Take the increase in aid to Africa.  Between 2000 and 2006, U.S. economic aid to sub-Saharan Africa increased from $2.1 billion to $5.4 billion (in constant terms).  That is commendable.  But it is also the case that Africa has become the focus of aid efforts by the global development community and aid from many other countries has also gone up, in some cases by even more.  European Union countries, for example, gave $21.9 billion to Africa in 2006—four times as much as the United States.  The United Kingdom on its own gave $5.2 billion to Africa, almost the same amount as the United States from a country whose economy is one-sixth the size.

In some cases, money has been promised to Africa but cannot be spent because of bureaucratic obstacles.  One of the first compact programs signed by the Millennium Challenge Corporation, President Bush’s flagship new aid agency, was with Madagascar for $110 million to be disbursed over four years.  That compact is now finishing its third year.  As of November 2007, it had only disbursed $23 million in total, or about 21 percent of the total planned for disbursement for the four years.

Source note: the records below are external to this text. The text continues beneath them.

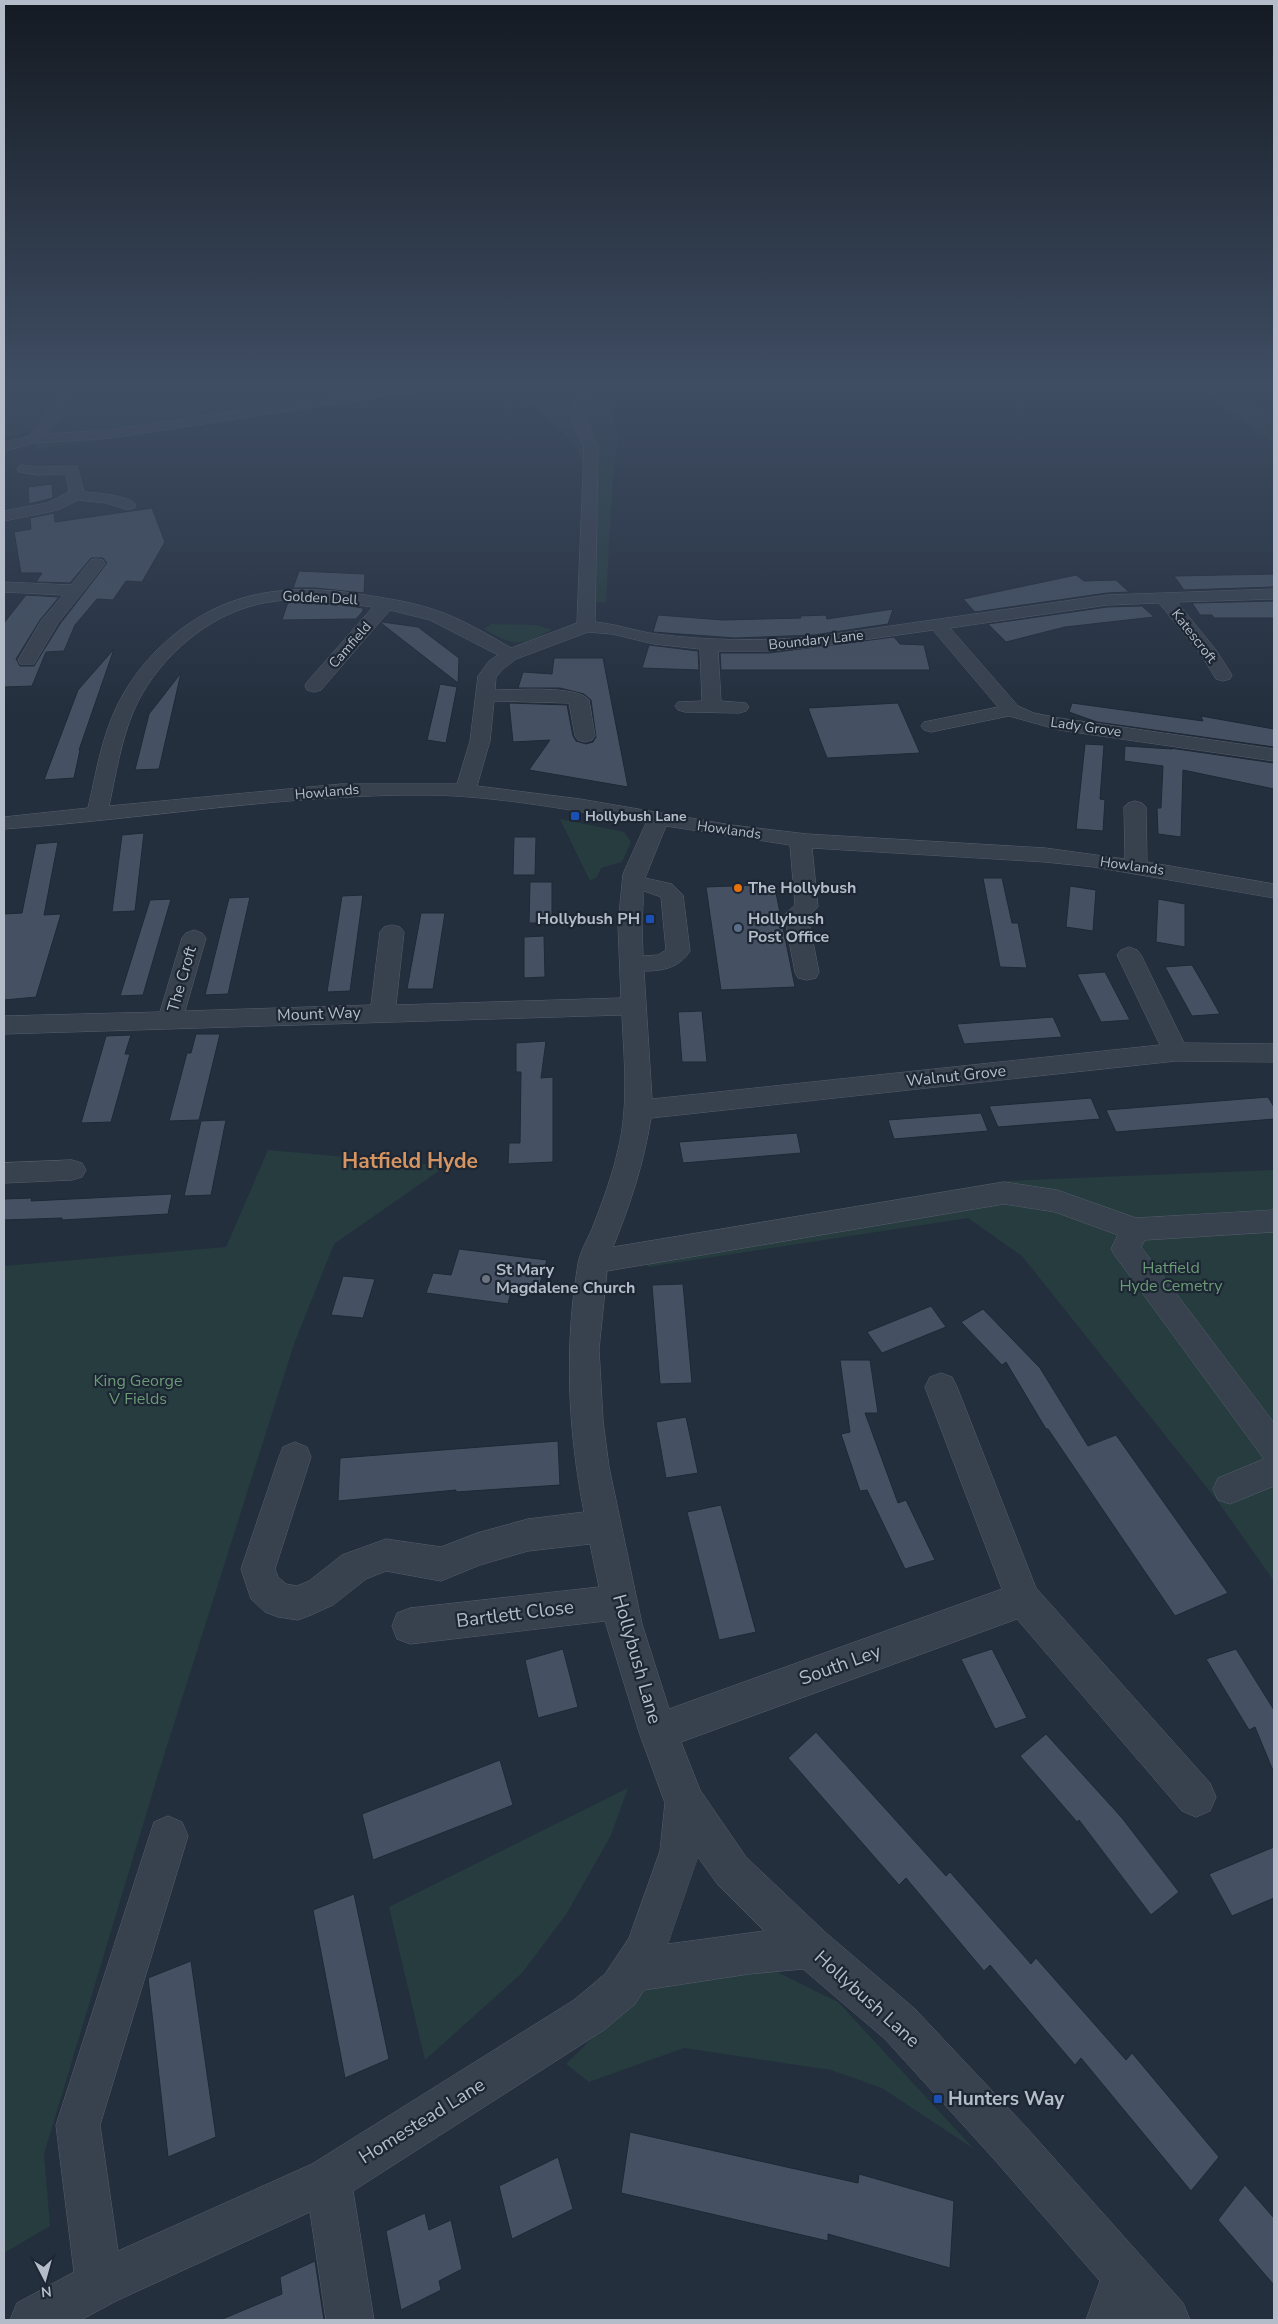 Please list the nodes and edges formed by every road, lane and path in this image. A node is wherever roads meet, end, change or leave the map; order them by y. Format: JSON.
{"nodes":[{"id":1,"x":589,"y":494,"type":"edge"},
{"id":2,"x":75,"y":496,"type":"joint"},
{"id":3,"x":128,"y":505,"type":"dead end"},
{"id":4,"x":4,"y":516,"type":"edge"},
{"id":5,"x":97,"y":564,"type":"dead end"},
{"id":6,"x":4,"y":587,"type":"edge"},
{"id":7,"x":74,"y":590,"type":"junction"},
{"id":8,"x":1274,"y":594,"type":"edge"},
{"id":9,"x":1164,"y":597,"type":"junction"},
{"id":10,"x":385,"y":604,"type":"junction"},
{"id":11,"x":937,"y":624,"type":"junction"},
{"id":12,"x":586,"y":626,"type":"junction"},
{"id":13,"x":709,"y":645,"type":"junction"},
{"id":14,"x":510,"y":655,"type":"junction"},
{"id":15,"x":27,"y":660,"type":"dead end"},
{"id":16,"x":1223,"y":675,"type":"dead end"},
{"id":17,"x":314,"y":686,"type":"dead end"},
{"id":18,"x":485,"y":694,"type":"junction"},
{"id":19,"x":684,"y":706,"type":"dead end"},
{"id":20,"x":712,"y":706,"type":"junction"},
{"id":21,"x":739,"y":707,"type":"dead end"},
{"id":22,"x":1011,"y":710,"type":"junction"},
{"id":23,"x":930,"y":726,"type":"dead end"},
{"id":24,"x":586,"y":736,"type":"dead end"},
{"id":25,"x":1274,"y":755,"type":"edge"},
{"id":26,"x":465,"y":791,"type":"junction"},
{"id":27,"x":1136,"y":807,"type":"dead end"},
{"id":28,"x":97,"y":814,"type":"junction"},
{"id":29,"x":658,"y":819,"type":"junction"},
{"id":30,"x":4,"y":823,"type":"edge"},
{"id":31,"x":800,"y":840,"type":"junction"},
{"id":32,"x":1136,"y":866,"type":"junction"},
{"id":33,"x":634,"y":883,"type":"junction"},
{"id":34,"x":1274,"y":890,"type":"edge"},
{"id":35,"x":392,"y":932,"type":"dead end"},
{"id":36,"x":194,"y":938,"type":"dead end"},
{"id":37,"x":1129,"y":955,"type":"dead end"},
{"id":38,"x":632,"y":964,"type":"junction"},
{"id":39,"x":807,"y":972,"type":"dead end"},
{"id":40,"x":634,"y":1006,"type":"junction"},
{"id":41,"x":383,"y":1012,"type":"junction"},
{"id":42,"x":170,"y":1019,"type":"junction"},
{"id":43,"x":4,"y":1025,"type":"edge"},
{"id":44,"x":1176,"y":1052,"type":"junction"},
{"id":45,"x":1274,"y":1053,"type":"edge"},
{"id":46,"x":639,"y":1110,"type":"junction"},
{"id":47,"x":72,"y":1170,"type":"dead end"},
{"id":48,"x":4,"y":1173,"type":"edge"},
{"id":49,"x":1274,"y":1220,"type":"edge"},
{"id":50,"x":1135,"y":1229,"type":"junction"},
{"id":51,"x":593,"y":1262,"type":"junction"},
{"id":52,"x":941,"y":1387,"type":"dead end"},
{"id":53,"x":1274,"y":1448,"type":"edge"},
{"id":54,"x":295,"y":1457,"type":"dead end"},
{"id":55,"x":1274,"y":1470,"type":"edge"},
{"id":56,"x":1230,"y":1489,"type":"dead end"},
{"id":57,"x":604,"y":1526,"type":"junction"},
{"id":58,"x":1023,"y":1599,"type":"junction"},
{"id":59,"x":619,"y":1602,"type":"junction"},
{"id":60,"x":410,"y":1626,"type":"dead end"},
{"id":61,"x":658,"y":1732,"type":"junction"},
{"id":62,"x":1196,"y":1797,"type":"dead end"},
{"id":63,"x":685,"y":1803,"type":"junction"},
{"id":64,"x":168,"y":1836,"type":"dead end"},
{"id":65,"x":810,"y":1948,"type":"junction"},
{"id":66,"x":632,"y":1971,"type":"junction"},
{"id":67,"x":328,"y":2180,"type":"junction"},
{"id":68,"x":1126,"y":2275,"type":"junction"},
{"id":69,"x":99,"y":2284,"type":"junction"},
{"id":70,"x":34,"y":2320,"type":"edge"},
{"id":71,"x":350,"y":2320,"type":"edge"},
{"id":72,"x":1110,"y":2320,"type":"edge"},
{"id":73,"x":1166,"y":2320,"type":"edge"}],
"edges":[{"from":1,"to":12,"type":"street"},
{"from":2,"to":3,"type":"street"},
{"from":2,"to":4,"type":"street"},
{"from":5,"to":7,"type":"street"},
{"from":6,"to":7,"type":"street"},
{"from":7,"to":15,"type":"street"},
{"from":8,"to":9,"type":"street","name":"Boundary Lane"},
{"from":9,"to":11,"type":"street","name":"Boundary Lane"},
{"from":9,"to":16,"type":"street","name":"Katescroft"},
{"from":10,"to":14,"type":"street","name":"Golden Dell"},
{"from":10,"to":17,"type":"street","name":"Camfield"},
{"from":10,"to":28,"type":"street","name":"Golden Dell"},
{"from":11,"to":13,"type":"street","name":"Boundary Lane"},
{"from":11,"to":22,"type":"street","name":"Lady Grove"},
{"from":12,"to":13,"type":"street","name":"Boundary Lane"},
{"from":12,"to":14,"type":"street","name":"Boundary Lane"},
{"from":13,"to":20,"type":"street"},
{"from":14,"to":18,"type":"street","name":"Boundary Lane"},
{"from":18,"to":24,"type":"street"},
{"from":18,"to":26,"type":"street","name":"Boundary Lane"},
{"from":19,"to":20,"type":"street"},
{"from":20,"to":21,"type":"street"},
{"from":22,"to":23,"type":"street"},
{"from":22,"to":25,"type":"street","name":"Lady Grove"},
{"from":26,"to":28,"type":"street","name":"Howlands"},
{"from":26,"to":29,"type":"street","name":"Howlands"},
{"from":27,"to":32,"type":"street"},
{"from":28,"to":30,"type":"street","name":"Howlands"},
{"from":29,"to":31,"type":"street","name":"Howlands"},
{"from":29,"to":33,"type":"street","name":"Hollybush Lane"},
{"from":31,"to":32,"type":"street","name":"Howlands"},
{"from":31,"to":39,"type":"street"},
{"from":32,"to":34,"type":"street","name":"Howlands"},
{"from":33,"to":38,"type":"street","name":"Hollybush Lane"},
{"from":33,"to":38,"type":"street"},
{"from":35,"to":41,"type":"street"},
{"from":36,"to":42,"type":"street","name":"The Croft"},
{"from":37,"to":44,"type":"street"},
{"from":38,"to":40,"type":"street","name":"Hollybush Lane"},
{"from":40,"to":41,"type":"street","name":"Mount Way"},
{"from":40,"to":46,"type":"street","name":"Hollybush Lane"},
{"from":41,"to":42,"type":"street","name":"Mount Way"},
{"from":42,"to":43,"type":"street","name":"Mount Way"},
{"from":44,"to":45,"type":"street","name":"Walnut Grove"},
{"from":44,"to":46,"type":"street","name":"Walnut Grove"},
{"from":46,"to":51,"type":"street","name":"Hollybush Lane"},
{"from":47,"to":48,"type":"street"},
{"from":49,"to":50,"type":"street"},
{"from":50,"to":51,"type":"street"},
{"from":50,"to":53,"type":"street"},
{"from":51,"to":57,"type":"street","name":"Hollybush Lane"},
{"from":52,"to":58,"type":"street"},
{"from":54,"to":57,"type":"street"},
{"from":55,"to":56,"type":"street"},
{"from":57,"to":59,"type":"street","name":"Hollybush Lane"},
{"from":58,"to":61,"type":"street","name":"South Ley"},
{"from":58,"to":62,"type":"street"},
{"from":59,"to":60,"type":"street","name":"Bartlett Close"},
{"from":59,"to":61,"type":"street","name":"Hollybush Lane"},
{"from":61,"to":63,"type":"street","name":"Hollybush Lane"},
{"from":63,"to":65,"type":"street","name":"Hollybush Lane"},
{"from":63,"to":66,"type":"street","name":"Homestead Lane"},
{"from":64,"to":69,"type":"street"},
{"from":65,"to":66,"type":"street"},
{"from":65,"to":68,"type":"street","name":"Hollybush Lane"},
{"from":66,"to":67,"type":"street","name":"Homestead Lane"},
{"from":67,"to":69,"type":"street","name":"Homestead Lane"},
{"from":67,"to":71,"type":"street"},
{"from":68,"to":72,"type":"street"},
{"from":68,"to":73,"type":"street","name":"Hollybush Lane"},
{"from":69,"to":70,"type":"street","name":"Homestead Lane"}]}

It is not that the United States cannot afford to give more.  The sad fact is that more money was given by the United States in economic assistance to Iraq and Afghanistan in 2006—more than $6 billion—than to all the 45 countries of sub-Saharan Africa put together.  And that may even understate the case; $1.3 billion in aid to Africa is in the form of food aid, a form of assistance which is so questionable in terms of its impact on development that several large U.S. charities, including CARE, have stopped dealing with it. 

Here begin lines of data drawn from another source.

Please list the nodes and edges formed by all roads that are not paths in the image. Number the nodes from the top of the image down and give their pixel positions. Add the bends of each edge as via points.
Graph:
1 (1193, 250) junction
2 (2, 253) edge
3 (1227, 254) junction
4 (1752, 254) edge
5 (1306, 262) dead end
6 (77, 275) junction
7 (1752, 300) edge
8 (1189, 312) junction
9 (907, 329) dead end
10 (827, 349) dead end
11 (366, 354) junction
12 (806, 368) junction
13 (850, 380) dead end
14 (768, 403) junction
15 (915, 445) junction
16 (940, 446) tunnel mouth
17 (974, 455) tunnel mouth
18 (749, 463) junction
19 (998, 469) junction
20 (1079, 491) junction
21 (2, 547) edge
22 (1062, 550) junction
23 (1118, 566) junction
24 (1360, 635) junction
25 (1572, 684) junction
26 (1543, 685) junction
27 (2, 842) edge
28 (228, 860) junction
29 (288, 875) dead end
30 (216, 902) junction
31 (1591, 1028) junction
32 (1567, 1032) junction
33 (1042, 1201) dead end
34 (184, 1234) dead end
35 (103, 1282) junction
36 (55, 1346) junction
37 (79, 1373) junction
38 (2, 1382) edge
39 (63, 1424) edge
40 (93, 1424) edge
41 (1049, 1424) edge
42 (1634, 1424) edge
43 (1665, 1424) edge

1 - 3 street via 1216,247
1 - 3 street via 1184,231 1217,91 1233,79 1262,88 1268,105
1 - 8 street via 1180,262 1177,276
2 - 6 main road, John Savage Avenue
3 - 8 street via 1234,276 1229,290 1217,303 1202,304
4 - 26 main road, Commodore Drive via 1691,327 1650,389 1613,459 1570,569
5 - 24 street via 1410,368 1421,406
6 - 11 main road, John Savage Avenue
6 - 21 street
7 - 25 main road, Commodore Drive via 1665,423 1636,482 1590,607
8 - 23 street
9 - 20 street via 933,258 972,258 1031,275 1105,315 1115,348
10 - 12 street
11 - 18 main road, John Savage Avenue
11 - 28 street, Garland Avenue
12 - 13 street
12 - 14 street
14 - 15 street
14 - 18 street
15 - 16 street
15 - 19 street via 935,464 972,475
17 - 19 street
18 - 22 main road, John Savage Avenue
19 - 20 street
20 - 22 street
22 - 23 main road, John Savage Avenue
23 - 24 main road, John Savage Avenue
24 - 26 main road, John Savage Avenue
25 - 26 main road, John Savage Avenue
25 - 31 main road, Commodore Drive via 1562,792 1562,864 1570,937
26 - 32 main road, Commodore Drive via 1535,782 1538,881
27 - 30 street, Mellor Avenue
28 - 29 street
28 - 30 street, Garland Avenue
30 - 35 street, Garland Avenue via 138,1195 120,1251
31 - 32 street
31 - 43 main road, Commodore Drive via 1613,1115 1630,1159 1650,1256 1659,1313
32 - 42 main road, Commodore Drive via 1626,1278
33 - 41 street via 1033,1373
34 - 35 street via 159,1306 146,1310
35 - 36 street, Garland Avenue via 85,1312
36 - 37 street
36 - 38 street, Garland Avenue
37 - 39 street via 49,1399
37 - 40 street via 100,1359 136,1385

But surely one can at least be proud of the focus of the U.S. aid effort in combating priority health needs?  Even here, the verdict is mixed.  Health is a major concern of Americans, and hence it is easy to get domestic support for health-related aid.  But it is much less of a priority for Africans themselves.  Afrobarometer, the leading source of data on public attitudes in Africa, has conducted polls in 7 of the top 10 African countries which are major recipients of U.S. aid, asking thousands of Africans their views on the most important development issues.  Respondents in these countries—Zambia, Mozambique, Kenya, Nigeria, South Africa, Tanzania and Uganda—systematically said that their priorities for development were for more jobs, better incomes, support for agriculture, and improvements in basic infrastructure like roads, power, water and other infrastructure.  Improving health, and more specifically dealing with AIDS, came low on the list, with only 7% mentioning health, disease or AIDS as the top development priority and less than one-third putting it in the top three priorities.  Health—broadly defined—only cracked the top three priority list in Uganda and Tanzania, and even there the main priority—either infrastructure or the economy—received more than twice the responses as health.   Unfortunately, U.S. assistance in these other, priority categories has declined.

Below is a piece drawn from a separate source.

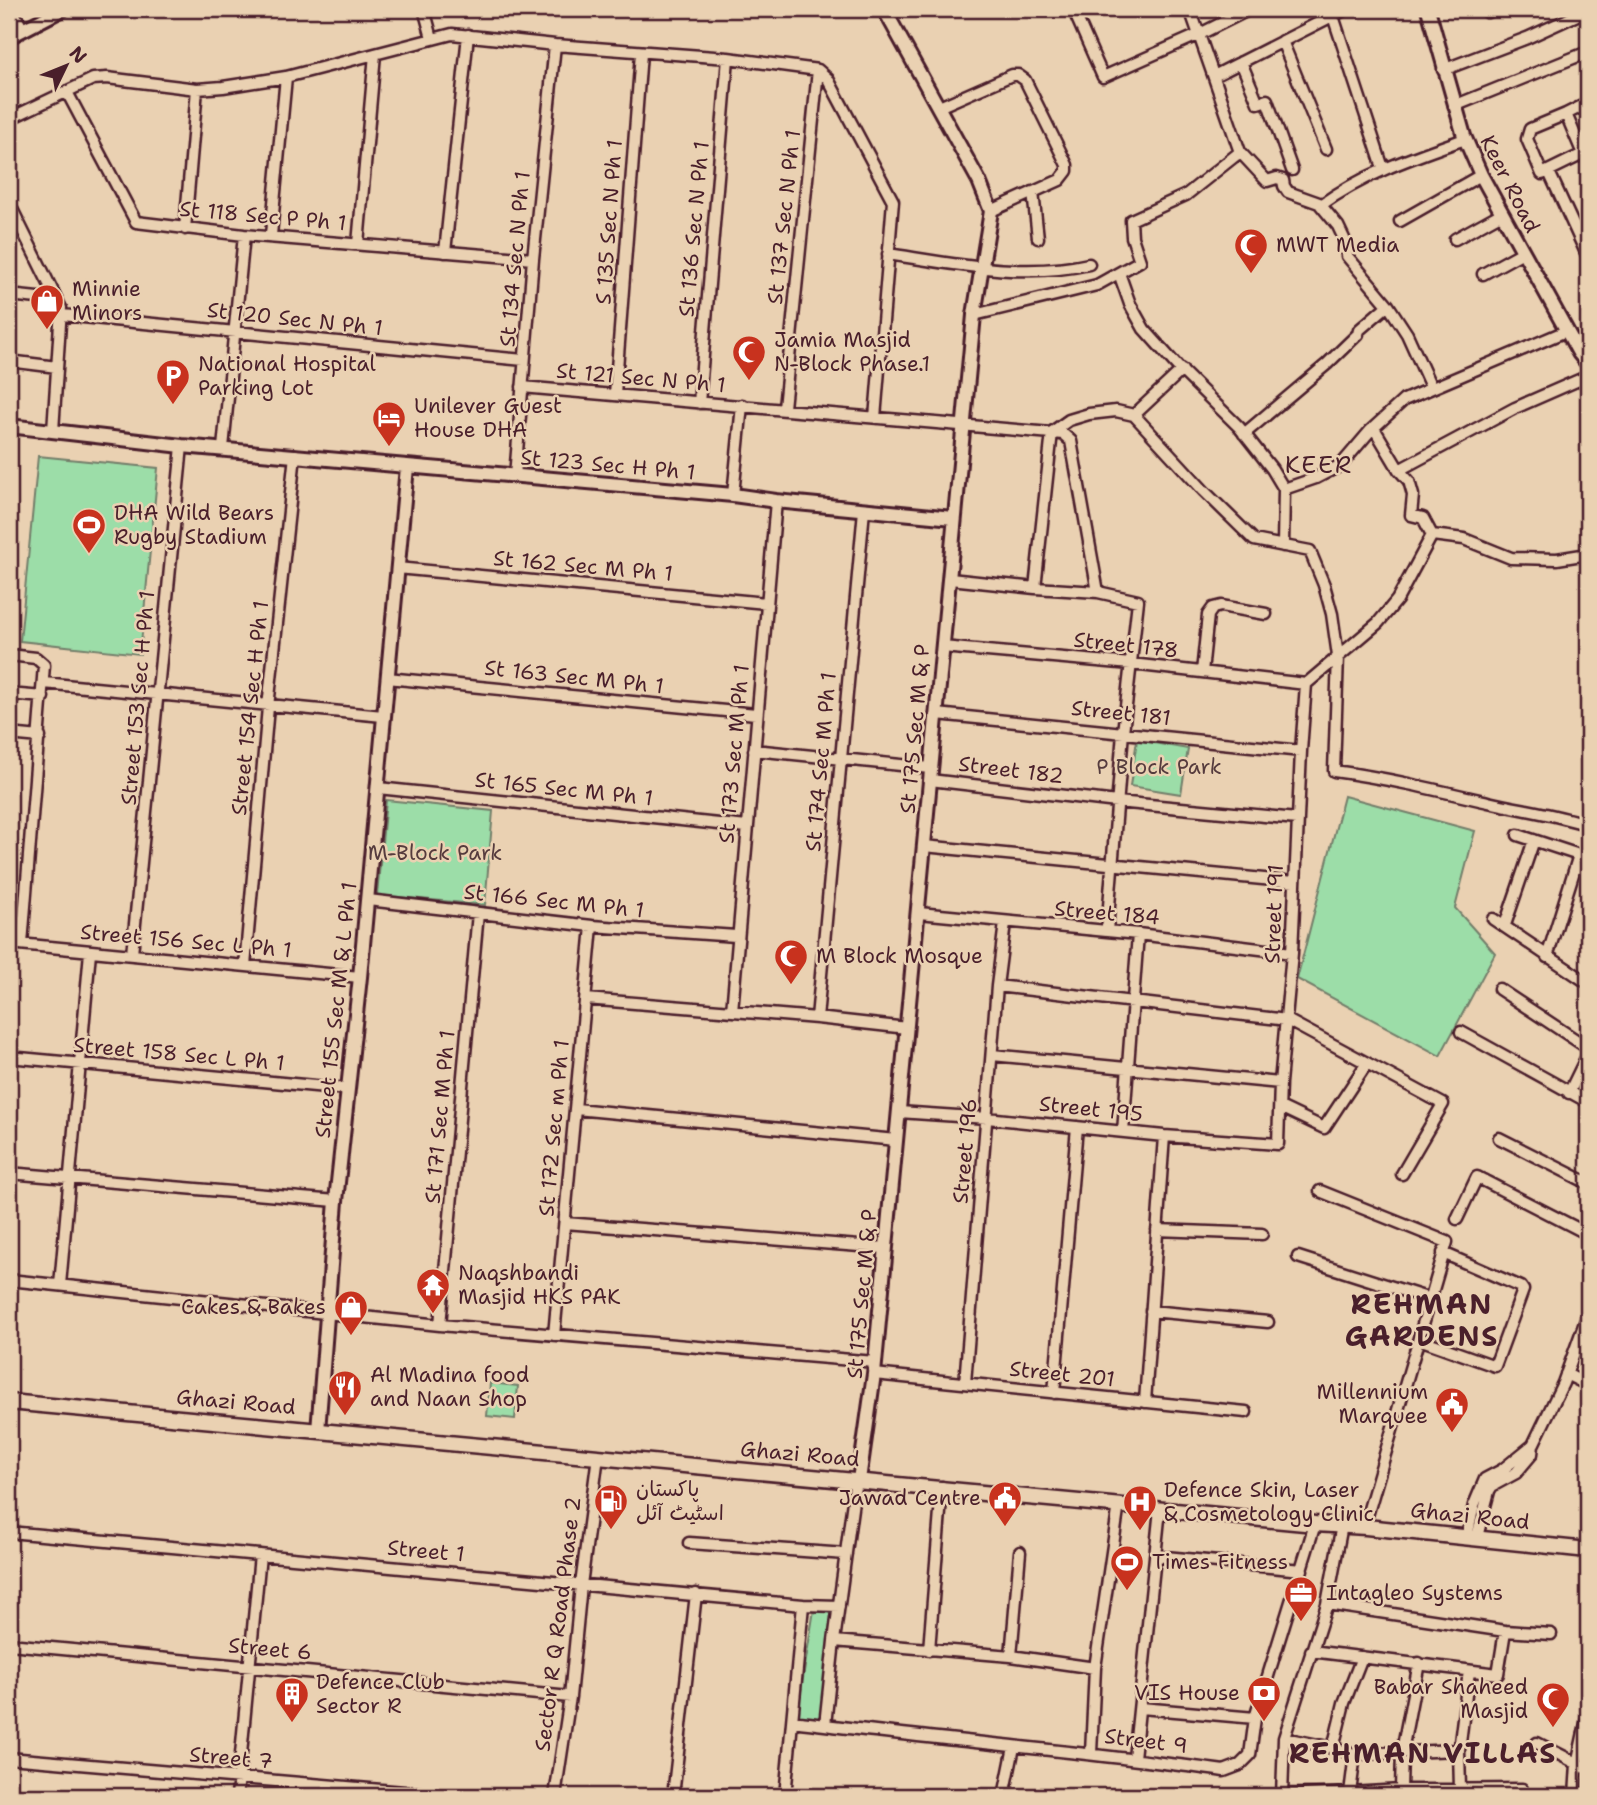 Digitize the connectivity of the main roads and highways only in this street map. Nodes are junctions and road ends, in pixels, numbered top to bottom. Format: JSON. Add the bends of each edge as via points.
{"nodes":[{"id":1,"x":9,"y":1402,"type":"edge"},
{"id":2,"x":1588,"y":1550,"type":"edge"}],
"edges":[{"from":1,"to":2,"type":"main road","name":"Ghazi Road"}]}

So while we should celebrate the U.S. contributions to Africa, we should also keep in mind the fact that it is Europe, not the United States, that is leading the international fight against African poverty.  The United States can do much more to increase the level and effectiveness of its aid to Africa.  It can allocate a greater share of aid to Africa which is the poorest continent and which faces the greatest development challenges.  A target of at least 40%—about what the Europeans give—would be reasonable.  It can shift resources from food-aid, which has above-market pricing and caters as much to domestic farm interests as to development, towards priority funding for infrastructure, agriculture and economic improvements.  In programs like the Millennium Challenge compacts, which do respect local priorities, it should focus heavily on implementation and develop more realistic timeframes so that countries can actually use the promised money.  That would be a legacy of assistance that the whole world would welcome.